Usually, when I get Gas Pains, it’s the intestinal kind...but this is no Disgusting Elisson-style Post about Flatulence. For once.
No, this is pain of the gasoline-driven sort, and it’s a pain that is familiar to almost all of us.
Seems like just a few weeks ago I was grousing about petrol prices bumping up above the $2.00 mark. Especially since I got dinged with the cost of refueling the monster U-Haul truck I used to transport the Crap o’ th’ Mistress up from Savannah. That was $2.089 a gallon...a $50 fill-up.

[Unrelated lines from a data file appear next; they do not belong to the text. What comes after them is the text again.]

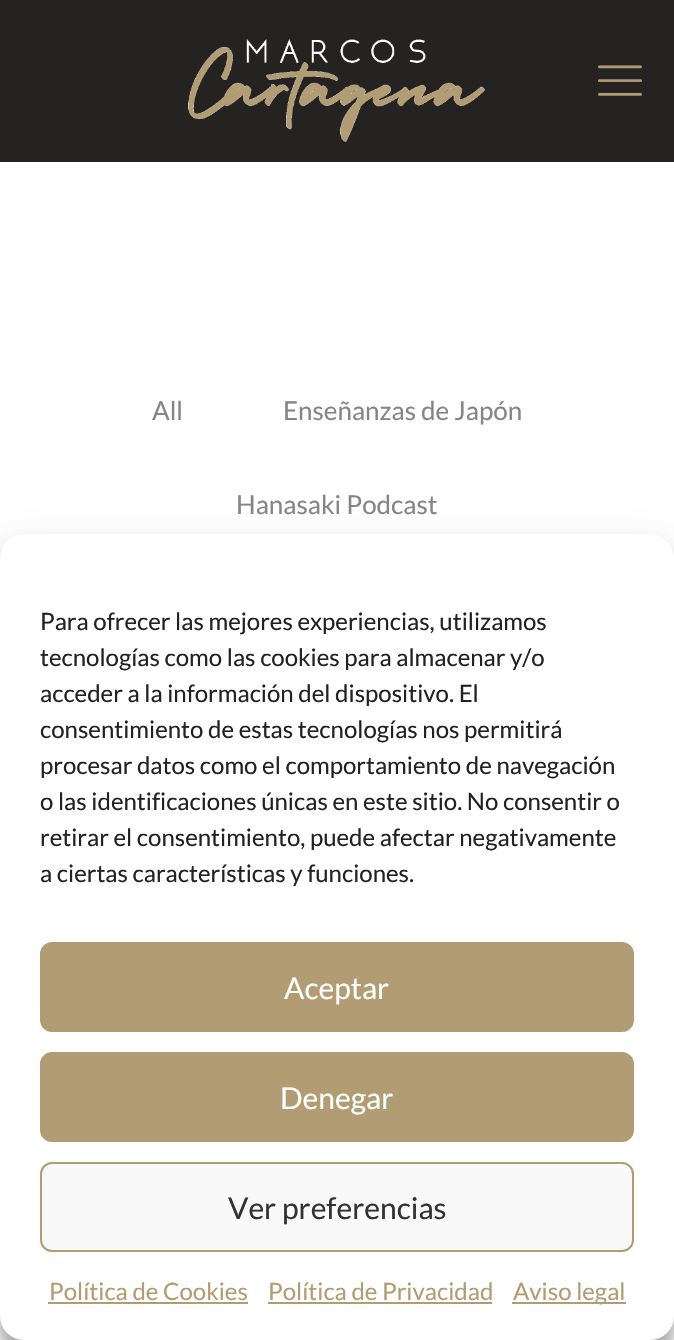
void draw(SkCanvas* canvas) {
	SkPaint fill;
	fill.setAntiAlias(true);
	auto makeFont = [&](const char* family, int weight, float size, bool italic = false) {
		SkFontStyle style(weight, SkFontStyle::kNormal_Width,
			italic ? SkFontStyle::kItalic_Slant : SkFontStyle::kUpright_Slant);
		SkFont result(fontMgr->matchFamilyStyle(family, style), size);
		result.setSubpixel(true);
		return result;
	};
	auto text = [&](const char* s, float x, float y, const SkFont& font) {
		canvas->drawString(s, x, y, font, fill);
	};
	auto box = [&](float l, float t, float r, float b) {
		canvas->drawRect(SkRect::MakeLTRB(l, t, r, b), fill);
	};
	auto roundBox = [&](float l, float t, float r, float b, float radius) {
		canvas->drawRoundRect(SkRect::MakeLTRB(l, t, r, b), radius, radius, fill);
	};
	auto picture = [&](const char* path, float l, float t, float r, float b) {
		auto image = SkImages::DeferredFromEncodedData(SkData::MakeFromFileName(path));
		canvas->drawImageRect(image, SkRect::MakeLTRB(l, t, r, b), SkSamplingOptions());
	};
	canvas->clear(0xFFFFFFFF);
	fill.setColor(0xFF252322);
	box(0, 0, 674, 162);
	picture("image0.png", 188, 39, 485, 142);
	picture("image1.png", 598, 65, 642, 96);
	fill.setColor(0x3B000000);
	fill.setMaskFilter(SkMaskFilter::MakeBlur(kNormal_SkBlurStyle, 6));
	canvas->drawRoundRect(SkRect::MakeLTRB(0, 546, 674, 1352), 24, 24, fill);
	fill.setMaskFilter(nullptr);
	fill.setColor(0x30000000);
	fill.setMaskFilter(SkMaskFilter::MakeBlur(kNormal_SkBlurStyle, 20));
	canvas->drawRoundRect(SkRect::MakeLTRB(0, 554, 674, 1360), 24, 24, fill);
	fill.setMaskFilter(nullptr);
	fill.setColor(0xFFFFFFFF);
	roundBox(0, 534, 674, 1340, 24);
	fill.setColor(0xFFB19C73);
	canvas->drawRoundRect(SkRect::MakeLTRB(41, 943, 633, 1031), 11, 11, fill);
	fill.setStyle(SkPaint::kStroke_Style);
	fill.setStrokeWidth(2);
	canvas->drawRoundRect(SkRect::MakeLTRB(41, 943, 633, 1031), 11, 11, fill);
	fill.setStyle(SkPaint::kFill_Style);
	canvas->drawRoundRect(SkRect::MakeLTRB(41, 1053, 633, 1141), 11, 11, fill);
	fill.setStyle(SkPaint::kStroke_Style);
	canvas->drawRoundRect(SkRect::MakeLTRB(41, 1053, 633, 1141), 11, 11, fill);
	fill.setStyle(SkPaint::kFill_Style);
	fill.setColor(0xFFF9F9F9);
	canvas->drawRoundRect(SkRect::MakeLTRB(41, 1163, 633, 1251), 11, 11, fill);
	fill.setStyle(SkPaint::kStroke_Style);
	fill.setColor(0xFFB19C73);
	canvas->drawRoundRect(SkRect::MakeLTRB(41, 1163, 633, 1251), 11, 11, fill);
	fill.setStyle(SkPaint::kFill_Style);
	box(48, 1302, 248, 1304);
	box(268, 1302, 492, 1304);
	box(512, 1302, 626, 1304);
	auto font1 = makeFont("Lato", 400, 26);
	fill.setColor(0xFF858585);
	text("All", 152, 420, font1);
	text("Enseñanzas de Japón", 283, 420, font1);
	text("Hanasaki Podcast", 236, 514, font1);
	auto font2 = makeFont("Lato", 400, 24);
	fill.setColor(0xFF222222);
	text("Para ofrecer las mejores experiencias, utilizamos", 40, 630, font2);
	text("tecnologías como las cookies para almacenar y/o", 40, 666, font2);
	text("acceder a la información del dispositivo. El", 40, 702, font2);
	text("consentimiento de estas tecnologías nos permitirá", 40, 738, font2);
	text("procesar datos como el comportamiento de navegación", 40, 774, font2);
	text("o las identificaciones únicas en este sitio. No consentir o", 40, 810, font2);
	text("retirar el consentimiento, puede afectar negativamente", 40, 846, font2);
	text("a ciertas características y funciones.", 40, 882, font2);
	auto font3 = makeFont("Lato", 400, 30);
	fill.setColor(0xFFFFFFFF);
	text("Aceptar", 284, 999, font3);
	text("Denegar", 280, 1109, font3);
	fill.setColor(0xFF333333);
	text("Ver preferencias", 228, 1219, font3);
	fill.setColor(0xFFB19C73);
	text("Política de Cookies", 49, 1300, font2);
	text("Política de Privacidad", 268, 1300, font2);
	text("Aviso legal", 513, 1300, font2);
}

Within the last three days, the prices hereabouts have escalated dramatically, from $2.399 to $2.649, which is what I paid to gas up the car of She Who Must Be Obeyed this morning. Filling that tank cost over $37, a new Personal Best. Yeef.

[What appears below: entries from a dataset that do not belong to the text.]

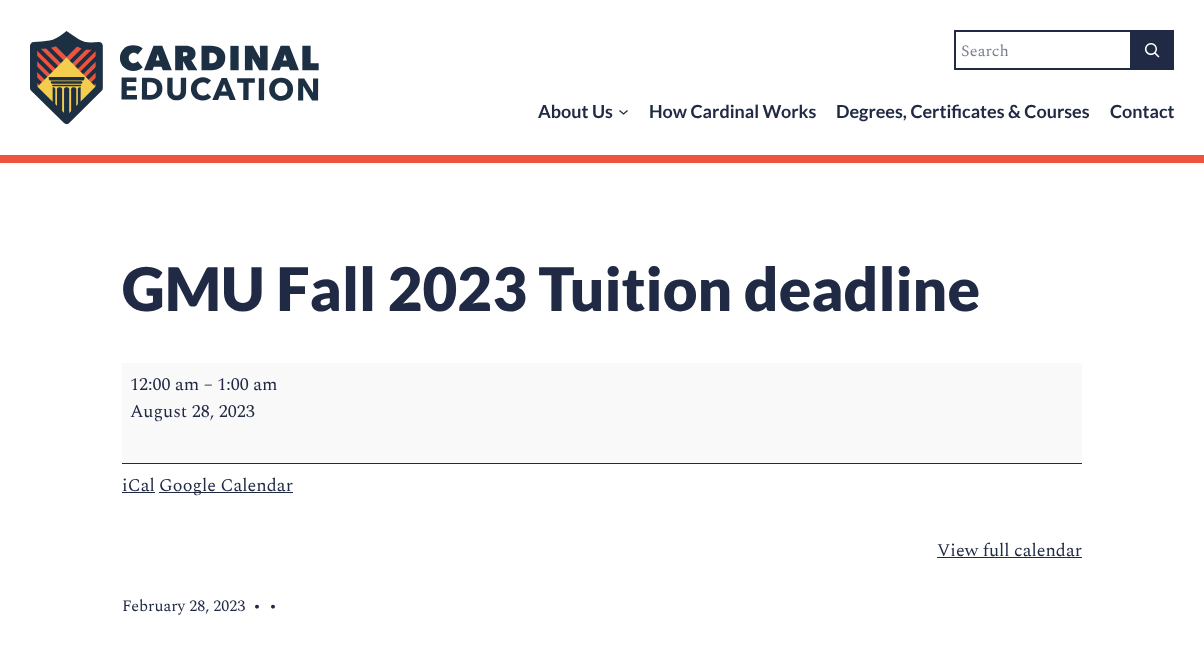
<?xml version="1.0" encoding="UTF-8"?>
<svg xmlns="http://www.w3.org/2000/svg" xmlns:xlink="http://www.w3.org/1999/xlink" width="1204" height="657">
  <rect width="100%" height="100%" fill="#ffffff" />
  <rect y="155" width="1204" height="8" fill="#ee5340" />
  <image x="30" y="31" width="289" height="93" xlink:href="image1.png" />
  <rect x="954.5" y="30.5" width="219" height="39" fill="none" stroke="#202a44" />
  <rect x="955.5" y="31.5" width="175" height="37" fill="none" stroke="#202a44" />
  <rect x="1131" y="31" width="42" height="38" fill="#202a44" />
  <image x="1144" y="43" width="16" height="15" xlink:href="image2.png" />
  <path d="M 619.5 110.5 l 4 3.5 l 4 -3.5" fill="none" stroke="#202a44" stroke-width="1.3" />
  <rect x="122" y="363" width="960" height="100" fill="#f9f9f9" />
  <rect x="122" y="463" width="960" height="1" fill="#202a44" />
  <rect x="122" y="492" width="33" height="1" fill="#202a44" />
  <rect x="159" y="492" width="134" height="1" fill="#202a44" />
  <rect x="937" y="557" width="145" height="1" fill="#202a44" />
  <text x="961" y="56" style="font-family: Spectral; font-size: 16px; fill: #797f8f">Search</text>
  <text x="538" y="118" style="font-family: Lato; font-size: 18px; font-weight: bold; fill: #202a44">About Us</text>
  <text x="649" y="118" style="font-family: Lato; font-size: 18px; font-weight: bold; fill: #202a44">How Cardinal Works</text>
  <text x="836" y="118" style="font-family: Lato; font-size: 18px; font-weight: bold; fill: #202a44">Degrees, Certificates &amp; Courses</text>
  <text x="1110" y="118" style="font-family: Lato; font-size: 18px; font-weight: bold; fill: #202a44">Contact</text>
  <text x="122" y="311" style="font-family: Lato; font-size: 60px; font-weight: 900; fill: #202a44">GMU Fall 2023 Tuition deadline</text>
  <text x="130" y="390" style="font-family: Spectral; font-size: 18px; fill: #202a44">12:00 am – 1:00 am</text>
  <text x="130" y="417" style="font-family: Spectral; font-size: 18px; fill: #202a44">August 28, 2023</text>
  <text x="122" y="491" style="font-family: Spectral; font-size: 18px; fill: #202a44">iCal</text>
  <text x="159" y="491" style="font-family: Spectral; font-size: 18px; fill: #202a44">Google Calendar</text>
  <text x="937" y="556" style="font-family: Spectral; font-size: 18px; fill: #202a44">View full calendar</text>
  <text x="122" y="611" style="font-family: Spectral; font-size: 16px; fill: #202a44">February 28, 2023</text>
  <text x="253" y="611" style="font-family: Spectral; font-size: 16px; fill: #202a44">•</text>
  <text x="269" y="611" style="font-family: Spectral; font-size: 16px; fill: #202a44">•</text>
</svg>
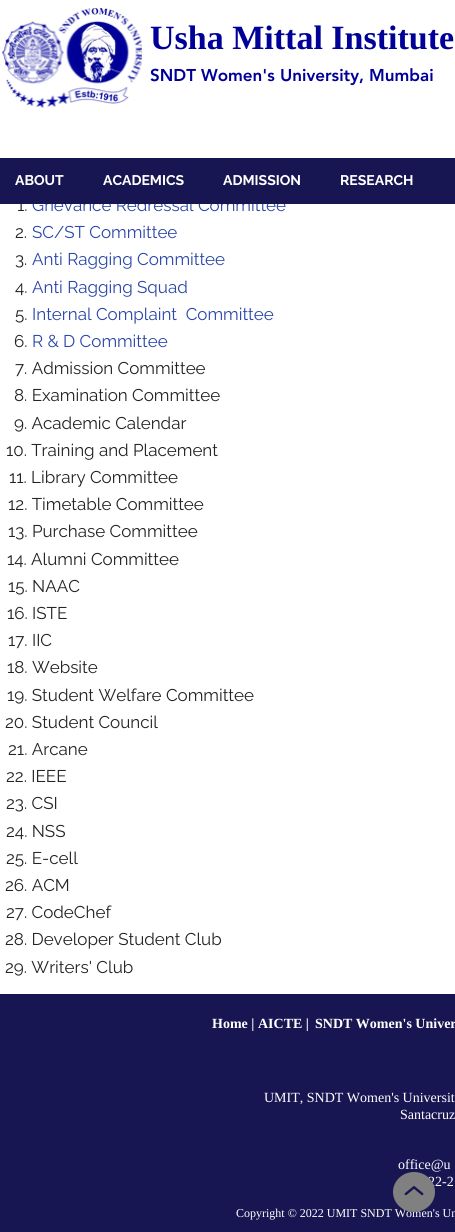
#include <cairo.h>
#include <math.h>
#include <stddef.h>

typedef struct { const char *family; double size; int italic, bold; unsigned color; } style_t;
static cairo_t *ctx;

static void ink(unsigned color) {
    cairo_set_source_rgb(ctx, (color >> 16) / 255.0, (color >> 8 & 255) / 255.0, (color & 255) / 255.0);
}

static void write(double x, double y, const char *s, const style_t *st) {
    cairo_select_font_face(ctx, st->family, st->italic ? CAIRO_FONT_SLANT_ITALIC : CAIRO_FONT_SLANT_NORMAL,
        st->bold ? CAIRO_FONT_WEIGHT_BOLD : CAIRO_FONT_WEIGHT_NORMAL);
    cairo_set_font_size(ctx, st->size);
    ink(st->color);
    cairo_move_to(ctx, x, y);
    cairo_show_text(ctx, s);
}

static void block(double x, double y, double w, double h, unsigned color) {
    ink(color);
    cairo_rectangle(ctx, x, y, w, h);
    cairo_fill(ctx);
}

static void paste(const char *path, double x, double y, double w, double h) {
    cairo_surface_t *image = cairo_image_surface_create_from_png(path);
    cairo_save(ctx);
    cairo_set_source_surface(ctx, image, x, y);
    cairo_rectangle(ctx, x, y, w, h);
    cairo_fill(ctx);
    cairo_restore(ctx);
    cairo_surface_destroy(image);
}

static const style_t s1 = {"Liberation Serif", 34, 0, 1, 0x000099};
static const style_t s2 = {"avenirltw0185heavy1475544 Black", 17, 0, 0, 0x000099};
static const style_t s3 = {"Raleway", 17, 0, 0, 0x242323};
static const style_t s4 = {"Raleway", 17, 0, 0, 0x2a47a9};
static const style_t s5 = {"Raleway", 14, 0, 1, 0xffffff};
static const style_t s6 = {"Liberation Serif", 14, 0, 1, 0xffffff};
static const style_t s7 = {"Liberation Serif", 14, 0, 0, 0xffffff};
static const style_t s8 = {"Liberation Serif", 12, 0, 0, 0xffffff};

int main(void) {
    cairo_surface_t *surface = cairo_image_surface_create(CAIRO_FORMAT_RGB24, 455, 1232);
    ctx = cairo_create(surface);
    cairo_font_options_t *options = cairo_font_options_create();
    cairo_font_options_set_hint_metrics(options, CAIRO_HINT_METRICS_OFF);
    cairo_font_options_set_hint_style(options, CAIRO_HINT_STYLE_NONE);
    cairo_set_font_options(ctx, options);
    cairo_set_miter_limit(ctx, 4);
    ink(0xffffff);
    cairo_paint(ctx);
    paste("pic1.png", 2, 8, 140, 100);
    write(150, 49, "Usha Mittal Institute", &s1);
    write(150, 81, "SNDT Women's University, Mumbai", &s2);
    write(17, 211, "1.", &s3);
    write(32, 211, "Grievance Redressal Committee", &s4);
    block(0, 158, 455, 46, 0x171652);
    write(15, 185, "ABOUT", &s5);
    write(103, 185, "ACADEMICS", &s5);
    write(223, 185, "ADMISSION", &s5);
    write(340, 185, "RESEARCH", &s5);
    write(15, 238, "2.", &s3);
    write(32, 238, "SC/ST Committee", &s4);
    write(15, 265, "3.", &s3);
    write(32, 265, "Anti Ragging Committee", &s4);
    write(15, 293, "4.", &s3);
    write(32, 293, "Anti Ragging Squad", &s4);
    write(15, 320, "5.", &s3);
    write(32, 320, "Internal Complaint  Committee", &s4);
    write(14, 347, "6.", &s3);
    write(32, 347, "R & D Committee", &s4);
    write(15, 374, "7. Admission Committee", &s3);
    write(14, 401, "8. Examination Committee", &s3);
    write(14, 429, "9. Academic Calendar", &s3);
    write(6, 456, "10. Training and Placement", &s3);
    write(9, 483, "11. Library Committee", &s3);
    write(8, 510, "12. Timetable Committee", &s3);
    write(8, 537, "13. Purchase Committee", &s3);
    write(7, 565, "14. Alumni Committee", &s3);
    write(8, 592, "15. NAAC", &s3);
    write(7, 619, "16. ISTE", &s3);
    write(8, 646, "17. IIC", &s3);
    write(7, 673, "18. Website", &s3);
    write(7, 701, "19. Student Welfare Committee", &s3);
    write(5, 728, "20. Student Council", &s3);
    write(8, 755, "21. Arcane", &s3);
    write(6, 782, "22. IEEE", &s3);
    write(6, 809, "23. CSI", &s3);
    write(6, 837, "24. NSS", &s3);
    write(6, 864, "25. E-cell", &s3);
    write(5, 891, "26. ACM", &s3);
    write(6, 918, "27. CodeChef", &s3);
    write(5, 945, "28. Developer Student Club", &s3);
    write(5, 973, "29. Writers' Club", &s3);
    block(0, 994, 455, 238, 0x171652);
    write(212, 1028, "Home |", &s6);
    write(258, 1028, "AICTE |", &s6);
    write(315, 1028, "SNDT Women's Univer", &s6);
    write(264, 1102, "UMIT, SNDT Women's Universit", &s7);
    write(400, 1119, "Santacruz", &s7);
    write(398, 1169, "office@u", &s7);
    write(428, 1186, "22-2", &s7);
    write(236, 1217, "Copyright © 2022 UMIT SNDT Women's Un", &s8);
    paste("pic2.png", 393, 1172, 42, 40);
    cairo_surface_write_to_png(surface, "screenshot.png");
    cairo_font_options_destroy(options);
    cairo_destroy(ctx);
    cairo_surface_destroy(surface);
    return 0;
}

Ah, the Great Corporate Salt Mine giveth, and the Great Corporate Salt Mine taketh away.
There’s no point in getting nostalgic. When I learned to drive, gasoline cost 32.9 cents a gallon - sometimes even less. You could buy a dollar’s worth of gas if you were short of cash. It wasn’t much, but it was enough to get you fifty miles down the road. But after the second oil shortage, I was paying $30 for a single tank of gas. (OK, it was a big tank. But, still!) And that was in 1979 dollars! Ouch!
Prices - both in current and in constant dollars - dropped throughout the 1990’s. As late as 1998, you could score a gallon of regular for as low as 87.9 cents in these parts. Only three years later, I was paying over $2.50 a gallon...but that was in New York, where people are accustomed to getting screwed over for the necessities of life. Typically, prices in the Atlanta area have tended to be on the low side, so I never complained.
The irony of all this is that gasoline is still a bargain, relatively speaking. If you look at what we pay for other useful liquids - like milk and water - gasoline is downright cheap. Remember, one gallon has enough chemical energy to push a nice heavy car anywhere from 15-30 miles. That’s a lot of work packed into a small volume.
It’s the rapid change in the price that leaves us gasping.
Even today, I won’t complain...much. I’m old enough to remember the gasoline crunches of 1973-74 and 1979, and those were no fun at all. Not only did prices skyrocket, but you couldn’t buy what you needed...and the result was the infamous phenomenon of the Gas Line. Not to mention rationing.
At least today, we can still buy what we want, at prices that are still well below what people in most other countries pay.
And we can kick ourselves in the ass for not creating a sensible National Energy Policy when we had the opportunity to do it without being under the gun. We can repent, at our leisure, for buying all of those Honkin’ Big SUV’s instead of efficient little cars.
It’s gonna get worse, people. China’s economy is growing, and they have a burgeoning middle class, all ready to compete with us for those Middle-Class Pleasures we have taken for granted. Like gasoline, and personal transportation devices to burn it in.
And there’s a shitload of those folks out there.